Since the advent of quantum mechanics, the field of physics has been divided into two separate fields: classical physics and quantum physics. While classical physics deals with the motion of everyday objects in the macroscopic world, quantum physics explains the strange behavior of tiny elementary particles in the microscopic world.

Many solids and liquids are composed of particles that interact with each other at close distances, resulting in the formation of “quasiparticles”. Quasiparticles are stable excitations that behave like weakly interacting particles. The concept of quasiparticles was introduced by Soviet physicist Lev Landau in 1941 and has since become an important tool in the study of quantum matter. Some well-known examples of quasiparticles include Bogolyubov quasiparticles in superconductors, excitons and phonons in semiconductors.

Studying new bulk phenomena from the perspective of quasiparticles has provided insight into a wide variety of physical parameters, particularly superconductivity and superfluidity, and more recently the famous example of Dirac quasiparticles in graphene. Until now, however, the observation and use of quasiparticles has been limited to quantum physics: in the classical condensed medium, the collision rate is often too high to allow such excitation of long-lived particles.

Figure 1. Left: experimental measurement of colloidal particles moving in a thin microfluidic channel. The particles form stable hydrodynamically bonded pairs that move at the same speed (arrows). These pairs are the basic quasiparticles of the system.
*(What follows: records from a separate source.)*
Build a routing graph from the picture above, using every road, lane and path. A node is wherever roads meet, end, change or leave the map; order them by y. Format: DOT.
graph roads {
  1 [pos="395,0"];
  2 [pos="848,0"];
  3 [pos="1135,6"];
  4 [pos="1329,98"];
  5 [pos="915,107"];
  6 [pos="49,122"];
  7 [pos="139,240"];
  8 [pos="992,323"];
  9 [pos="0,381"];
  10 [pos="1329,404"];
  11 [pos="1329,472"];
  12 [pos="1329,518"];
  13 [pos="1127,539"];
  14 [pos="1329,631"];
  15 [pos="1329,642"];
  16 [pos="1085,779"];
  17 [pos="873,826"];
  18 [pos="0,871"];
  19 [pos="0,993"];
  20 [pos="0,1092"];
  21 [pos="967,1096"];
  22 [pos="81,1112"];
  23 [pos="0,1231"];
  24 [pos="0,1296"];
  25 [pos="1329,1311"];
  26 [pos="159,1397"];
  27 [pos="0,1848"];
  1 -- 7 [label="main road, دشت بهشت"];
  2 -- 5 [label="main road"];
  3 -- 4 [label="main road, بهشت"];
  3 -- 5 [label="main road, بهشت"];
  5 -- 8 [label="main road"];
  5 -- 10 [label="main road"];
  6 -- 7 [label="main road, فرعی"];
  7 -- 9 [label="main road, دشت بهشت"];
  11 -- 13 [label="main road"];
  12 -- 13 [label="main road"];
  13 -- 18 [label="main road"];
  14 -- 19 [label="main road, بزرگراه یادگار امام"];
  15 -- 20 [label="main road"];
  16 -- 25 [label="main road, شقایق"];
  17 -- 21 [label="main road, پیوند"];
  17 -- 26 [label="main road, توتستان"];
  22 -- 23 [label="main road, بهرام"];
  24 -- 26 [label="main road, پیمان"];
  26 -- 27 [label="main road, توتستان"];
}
Right: Simulation of a hydrodynamic crystal showing a pair of quasiparticles (yellow and orange particles at far left) emitted in a hydrodynamic crystal, leaving behind a supersonic Mach cone of excited quasiparticles. The colors indicate the magnitude of the couple’s arousal, the white background their speed.

However, the standard view that quasiparticles are only quantum matter has recently been questioned by a group of researchers at the Soft and Living Matter Center (CSLM) at the Institute of Basic Sciences (IBS) in South Korea. They investigated a classical system of microparticles moving in a viscous flow in a thin microfluidic channel. When particles are drawn into the flow, they disrupt the streamlines around them, thereby exerting hydrodynamic forces on each other.

Remarkably, the researchers found that these far-reaching forces cause particles to organize in pairs (Figure 1, left). This is because the hydrodynamic interaction violates Newton’s third law, which states that the forces between the two particles must be equal in magnitude and in opposite directions. Instead, the forces are “anti-Newtonian” because they are equal and in the same direction, thus balancing the pair.

A large population of paired particles implied the fact that these are the long-lived fundamental excitations in the system – its quasiparticles. This hypothesis was confirmed when the researchers modeled a large two-dimensional crystal made up of thousands of particles and studied its motion (Figure 1 on the right). Hydrodynamic forces between particles cause the crystal to vibrate similar to thermal phonons in an oscillating solid.

These paired moieties diffuse throughout the crystal and stimulate the formation of other pairs through a chain reaction. Quasiparticles move faster than the speed of phonons, and each pair therefore leaves behind an avalanche of newly formed pairs, similar to the Mach cone that forms behind a supersonic jet (Figure 1 on the right). Finally, all these pairs collide with each other, which eventually leads to the melting of the crystal.